(Listed records begins)

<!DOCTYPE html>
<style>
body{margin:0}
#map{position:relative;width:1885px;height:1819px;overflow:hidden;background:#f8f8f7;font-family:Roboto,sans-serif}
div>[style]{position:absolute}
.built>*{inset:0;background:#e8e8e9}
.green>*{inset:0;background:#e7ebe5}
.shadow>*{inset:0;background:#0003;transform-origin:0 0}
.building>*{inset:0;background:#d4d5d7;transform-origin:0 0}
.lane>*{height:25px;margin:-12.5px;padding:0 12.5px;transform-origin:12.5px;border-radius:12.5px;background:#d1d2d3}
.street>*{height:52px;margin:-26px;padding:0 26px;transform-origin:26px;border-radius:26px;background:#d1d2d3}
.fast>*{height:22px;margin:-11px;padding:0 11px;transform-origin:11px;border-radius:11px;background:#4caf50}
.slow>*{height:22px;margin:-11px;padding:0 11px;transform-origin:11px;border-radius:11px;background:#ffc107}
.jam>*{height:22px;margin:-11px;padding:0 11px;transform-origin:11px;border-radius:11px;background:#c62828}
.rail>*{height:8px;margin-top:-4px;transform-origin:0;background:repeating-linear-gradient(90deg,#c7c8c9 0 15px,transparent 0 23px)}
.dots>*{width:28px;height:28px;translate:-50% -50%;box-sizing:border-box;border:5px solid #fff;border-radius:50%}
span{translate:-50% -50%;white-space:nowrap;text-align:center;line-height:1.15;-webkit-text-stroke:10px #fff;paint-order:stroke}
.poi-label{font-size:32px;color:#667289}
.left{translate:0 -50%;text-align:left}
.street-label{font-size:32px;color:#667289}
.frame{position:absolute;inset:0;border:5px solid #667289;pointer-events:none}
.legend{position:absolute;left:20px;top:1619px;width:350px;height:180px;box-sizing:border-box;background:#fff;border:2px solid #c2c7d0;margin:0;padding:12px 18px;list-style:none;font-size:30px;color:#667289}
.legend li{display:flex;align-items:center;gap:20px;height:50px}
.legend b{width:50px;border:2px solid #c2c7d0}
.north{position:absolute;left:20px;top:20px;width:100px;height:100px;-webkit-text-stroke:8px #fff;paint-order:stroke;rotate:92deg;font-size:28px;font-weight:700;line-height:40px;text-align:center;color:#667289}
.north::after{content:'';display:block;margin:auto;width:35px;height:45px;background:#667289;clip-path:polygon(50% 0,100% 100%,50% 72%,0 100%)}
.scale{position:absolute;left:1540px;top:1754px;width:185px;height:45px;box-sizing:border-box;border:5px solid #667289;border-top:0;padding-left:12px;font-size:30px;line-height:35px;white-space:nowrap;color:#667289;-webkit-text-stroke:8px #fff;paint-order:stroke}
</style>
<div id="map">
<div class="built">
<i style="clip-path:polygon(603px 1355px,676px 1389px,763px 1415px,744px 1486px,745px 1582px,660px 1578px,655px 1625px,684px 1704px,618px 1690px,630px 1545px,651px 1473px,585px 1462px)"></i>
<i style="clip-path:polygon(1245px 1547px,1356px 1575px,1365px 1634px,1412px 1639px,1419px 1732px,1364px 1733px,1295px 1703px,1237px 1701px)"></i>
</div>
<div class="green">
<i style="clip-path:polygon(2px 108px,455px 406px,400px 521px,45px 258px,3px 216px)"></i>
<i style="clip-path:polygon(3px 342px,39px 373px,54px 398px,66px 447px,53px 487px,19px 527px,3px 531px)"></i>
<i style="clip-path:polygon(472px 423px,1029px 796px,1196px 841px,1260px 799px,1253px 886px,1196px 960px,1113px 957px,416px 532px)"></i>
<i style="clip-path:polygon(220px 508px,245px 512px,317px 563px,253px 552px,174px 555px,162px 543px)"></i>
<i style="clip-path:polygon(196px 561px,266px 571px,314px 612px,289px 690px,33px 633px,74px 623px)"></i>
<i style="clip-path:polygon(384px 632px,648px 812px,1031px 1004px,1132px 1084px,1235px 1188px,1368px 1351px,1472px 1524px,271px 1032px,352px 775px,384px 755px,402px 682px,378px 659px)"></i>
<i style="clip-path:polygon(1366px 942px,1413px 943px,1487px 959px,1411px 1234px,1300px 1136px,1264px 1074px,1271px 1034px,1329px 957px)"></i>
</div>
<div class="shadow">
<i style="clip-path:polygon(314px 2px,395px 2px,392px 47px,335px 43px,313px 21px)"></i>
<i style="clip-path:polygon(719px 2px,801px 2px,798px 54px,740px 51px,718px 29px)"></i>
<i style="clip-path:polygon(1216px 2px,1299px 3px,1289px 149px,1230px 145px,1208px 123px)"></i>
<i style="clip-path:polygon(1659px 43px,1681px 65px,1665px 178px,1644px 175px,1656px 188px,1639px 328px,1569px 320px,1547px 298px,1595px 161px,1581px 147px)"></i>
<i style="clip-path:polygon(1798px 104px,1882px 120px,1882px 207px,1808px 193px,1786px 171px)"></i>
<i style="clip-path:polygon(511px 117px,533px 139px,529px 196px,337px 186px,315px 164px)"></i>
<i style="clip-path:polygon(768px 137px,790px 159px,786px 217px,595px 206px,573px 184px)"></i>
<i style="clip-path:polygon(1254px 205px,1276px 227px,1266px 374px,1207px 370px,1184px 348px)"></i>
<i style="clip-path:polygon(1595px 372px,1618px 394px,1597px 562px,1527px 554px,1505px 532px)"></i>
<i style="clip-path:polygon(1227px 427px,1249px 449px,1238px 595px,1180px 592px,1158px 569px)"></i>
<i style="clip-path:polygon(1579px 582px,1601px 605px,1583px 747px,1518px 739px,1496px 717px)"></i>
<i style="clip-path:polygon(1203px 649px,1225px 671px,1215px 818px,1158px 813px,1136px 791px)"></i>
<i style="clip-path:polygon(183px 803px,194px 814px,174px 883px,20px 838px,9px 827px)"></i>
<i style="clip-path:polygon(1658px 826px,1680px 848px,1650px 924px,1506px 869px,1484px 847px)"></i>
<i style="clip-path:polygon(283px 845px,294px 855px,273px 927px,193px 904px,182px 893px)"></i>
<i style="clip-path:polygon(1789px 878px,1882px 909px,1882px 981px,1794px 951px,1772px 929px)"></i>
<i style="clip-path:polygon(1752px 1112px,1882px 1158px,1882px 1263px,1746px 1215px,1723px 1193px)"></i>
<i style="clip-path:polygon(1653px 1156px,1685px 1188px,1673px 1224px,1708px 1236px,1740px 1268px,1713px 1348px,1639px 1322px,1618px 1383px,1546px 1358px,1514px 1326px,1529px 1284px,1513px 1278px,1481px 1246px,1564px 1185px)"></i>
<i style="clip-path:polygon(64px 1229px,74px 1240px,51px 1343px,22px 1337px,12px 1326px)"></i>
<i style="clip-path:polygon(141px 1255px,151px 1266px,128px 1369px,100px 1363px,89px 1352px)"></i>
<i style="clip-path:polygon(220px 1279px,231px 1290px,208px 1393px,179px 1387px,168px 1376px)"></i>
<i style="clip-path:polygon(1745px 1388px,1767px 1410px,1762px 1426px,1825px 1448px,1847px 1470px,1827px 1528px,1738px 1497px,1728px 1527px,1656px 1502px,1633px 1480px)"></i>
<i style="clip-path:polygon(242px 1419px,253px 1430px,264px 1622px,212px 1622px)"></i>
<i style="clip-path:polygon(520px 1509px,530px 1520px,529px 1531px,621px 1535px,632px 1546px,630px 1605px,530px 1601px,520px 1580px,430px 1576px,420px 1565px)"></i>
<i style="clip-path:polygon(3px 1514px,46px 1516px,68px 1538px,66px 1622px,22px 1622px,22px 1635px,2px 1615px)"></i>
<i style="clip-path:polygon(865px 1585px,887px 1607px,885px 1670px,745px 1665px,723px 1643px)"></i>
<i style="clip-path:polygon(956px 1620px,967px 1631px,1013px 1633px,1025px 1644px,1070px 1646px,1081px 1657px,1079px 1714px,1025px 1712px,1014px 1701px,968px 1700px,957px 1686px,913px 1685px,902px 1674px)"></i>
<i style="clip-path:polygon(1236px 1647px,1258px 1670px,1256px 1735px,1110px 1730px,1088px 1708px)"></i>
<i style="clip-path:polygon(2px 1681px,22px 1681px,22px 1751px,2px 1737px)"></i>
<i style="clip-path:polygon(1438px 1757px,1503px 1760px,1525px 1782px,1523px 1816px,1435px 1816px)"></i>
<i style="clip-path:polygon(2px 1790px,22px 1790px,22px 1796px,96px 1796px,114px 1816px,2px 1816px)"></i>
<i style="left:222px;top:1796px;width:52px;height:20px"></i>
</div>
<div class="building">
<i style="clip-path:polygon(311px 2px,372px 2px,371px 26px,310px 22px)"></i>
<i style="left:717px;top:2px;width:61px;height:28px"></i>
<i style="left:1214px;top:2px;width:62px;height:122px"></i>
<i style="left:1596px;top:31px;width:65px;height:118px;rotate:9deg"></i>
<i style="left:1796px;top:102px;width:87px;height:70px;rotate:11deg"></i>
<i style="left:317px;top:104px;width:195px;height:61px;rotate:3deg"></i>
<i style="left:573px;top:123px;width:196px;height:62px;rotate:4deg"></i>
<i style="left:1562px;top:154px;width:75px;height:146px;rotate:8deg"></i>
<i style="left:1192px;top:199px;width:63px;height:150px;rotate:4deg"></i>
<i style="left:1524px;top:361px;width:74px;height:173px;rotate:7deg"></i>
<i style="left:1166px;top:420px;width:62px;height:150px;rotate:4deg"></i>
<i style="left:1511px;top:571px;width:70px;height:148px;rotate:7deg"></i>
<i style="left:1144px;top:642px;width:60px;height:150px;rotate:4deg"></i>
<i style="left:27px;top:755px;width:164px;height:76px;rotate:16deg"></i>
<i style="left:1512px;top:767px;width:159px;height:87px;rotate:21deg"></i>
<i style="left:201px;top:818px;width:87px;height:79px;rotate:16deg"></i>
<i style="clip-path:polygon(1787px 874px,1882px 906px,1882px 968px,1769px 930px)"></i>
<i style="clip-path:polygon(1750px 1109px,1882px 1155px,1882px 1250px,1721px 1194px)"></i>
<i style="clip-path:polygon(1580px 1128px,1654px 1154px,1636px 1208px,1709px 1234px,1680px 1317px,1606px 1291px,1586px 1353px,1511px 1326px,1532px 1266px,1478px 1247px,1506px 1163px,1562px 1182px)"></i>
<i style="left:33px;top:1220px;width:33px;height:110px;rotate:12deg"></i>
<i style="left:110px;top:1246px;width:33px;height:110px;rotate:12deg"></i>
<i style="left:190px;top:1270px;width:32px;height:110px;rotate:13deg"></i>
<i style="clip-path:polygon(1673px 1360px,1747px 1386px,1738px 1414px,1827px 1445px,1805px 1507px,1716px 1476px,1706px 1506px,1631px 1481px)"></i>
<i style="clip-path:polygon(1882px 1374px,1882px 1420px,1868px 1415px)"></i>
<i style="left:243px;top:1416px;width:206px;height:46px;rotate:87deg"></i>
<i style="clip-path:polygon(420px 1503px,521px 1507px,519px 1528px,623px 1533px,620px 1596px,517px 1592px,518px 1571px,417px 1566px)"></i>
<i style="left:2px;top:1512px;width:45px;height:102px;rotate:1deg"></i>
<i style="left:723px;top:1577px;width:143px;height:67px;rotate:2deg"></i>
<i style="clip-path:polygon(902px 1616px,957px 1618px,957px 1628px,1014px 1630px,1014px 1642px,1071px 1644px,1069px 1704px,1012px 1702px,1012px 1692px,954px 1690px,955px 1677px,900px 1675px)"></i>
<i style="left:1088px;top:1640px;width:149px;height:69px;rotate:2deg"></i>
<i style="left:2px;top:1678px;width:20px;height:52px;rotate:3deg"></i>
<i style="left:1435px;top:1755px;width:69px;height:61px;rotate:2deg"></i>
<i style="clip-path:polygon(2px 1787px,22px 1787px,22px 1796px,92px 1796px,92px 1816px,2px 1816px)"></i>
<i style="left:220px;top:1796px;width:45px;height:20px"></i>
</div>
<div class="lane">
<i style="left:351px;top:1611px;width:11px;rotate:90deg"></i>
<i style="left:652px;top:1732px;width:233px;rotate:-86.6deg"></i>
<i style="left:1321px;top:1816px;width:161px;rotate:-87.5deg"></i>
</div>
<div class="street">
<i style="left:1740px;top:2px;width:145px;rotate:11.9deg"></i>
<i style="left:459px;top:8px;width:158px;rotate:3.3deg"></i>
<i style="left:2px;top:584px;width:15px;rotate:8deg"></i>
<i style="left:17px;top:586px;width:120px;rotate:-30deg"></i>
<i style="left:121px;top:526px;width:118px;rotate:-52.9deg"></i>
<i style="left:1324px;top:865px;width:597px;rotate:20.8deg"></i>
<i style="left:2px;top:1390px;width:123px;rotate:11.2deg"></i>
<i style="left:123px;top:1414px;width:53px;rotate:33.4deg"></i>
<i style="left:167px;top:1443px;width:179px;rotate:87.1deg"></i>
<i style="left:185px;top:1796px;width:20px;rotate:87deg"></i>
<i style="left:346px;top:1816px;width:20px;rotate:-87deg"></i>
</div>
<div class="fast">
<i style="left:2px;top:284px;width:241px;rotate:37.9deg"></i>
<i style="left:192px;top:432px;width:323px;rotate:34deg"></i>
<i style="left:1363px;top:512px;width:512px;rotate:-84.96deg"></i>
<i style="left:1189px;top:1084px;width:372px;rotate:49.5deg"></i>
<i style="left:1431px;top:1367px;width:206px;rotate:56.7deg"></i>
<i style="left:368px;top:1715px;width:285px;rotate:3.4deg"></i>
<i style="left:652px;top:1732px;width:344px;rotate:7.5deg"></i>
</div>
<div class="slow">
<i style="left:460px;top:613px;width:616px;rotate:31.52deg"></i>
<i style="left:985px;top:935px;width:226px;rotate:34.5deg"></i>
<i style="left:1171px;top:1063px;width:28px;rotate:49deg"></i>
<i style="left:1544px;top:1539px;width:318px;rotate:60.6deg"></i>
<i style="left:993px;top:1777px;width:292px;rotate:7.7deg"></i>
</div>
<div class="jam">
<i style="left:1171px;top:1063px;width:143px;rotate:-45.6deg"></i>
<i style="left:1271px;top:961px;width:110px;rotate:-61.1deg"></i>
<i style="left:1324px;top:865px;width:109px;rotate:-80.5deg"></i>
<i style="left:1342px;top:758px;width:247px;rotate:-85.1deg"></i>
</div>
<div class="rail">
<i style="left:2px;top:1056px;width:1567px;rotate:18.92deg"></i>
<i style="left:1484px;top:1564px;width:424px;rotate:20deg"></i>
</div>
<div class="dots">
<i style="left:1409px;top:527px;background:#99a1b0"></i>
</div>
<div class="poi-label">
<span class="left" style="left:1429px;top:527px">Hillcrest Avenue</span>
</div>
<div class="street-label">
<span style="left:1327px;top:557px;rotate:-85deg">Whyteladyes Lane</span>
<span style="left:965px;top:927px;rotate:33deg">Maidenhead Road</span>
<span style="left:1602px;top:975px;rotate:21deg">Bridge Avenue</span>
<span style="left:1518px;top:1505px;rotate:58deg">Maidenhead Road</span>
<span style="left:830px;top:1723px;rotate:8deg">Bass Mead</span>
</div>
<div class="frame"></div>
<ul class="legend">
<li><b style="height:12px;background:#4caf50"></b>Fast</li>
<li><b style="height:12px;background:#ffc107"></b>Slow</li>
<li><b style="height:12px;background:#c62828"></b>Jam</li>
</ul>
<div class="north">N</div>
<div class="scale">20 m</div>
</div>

(Listed records ends)

▶ _Work instructions_
Wherever the word "shadow" occurs in the data, copy that whole line.

▶ _Written reply_
.shadow>*{inset:0;background:#0003;transform-origin:0 0}
<div class="shadow">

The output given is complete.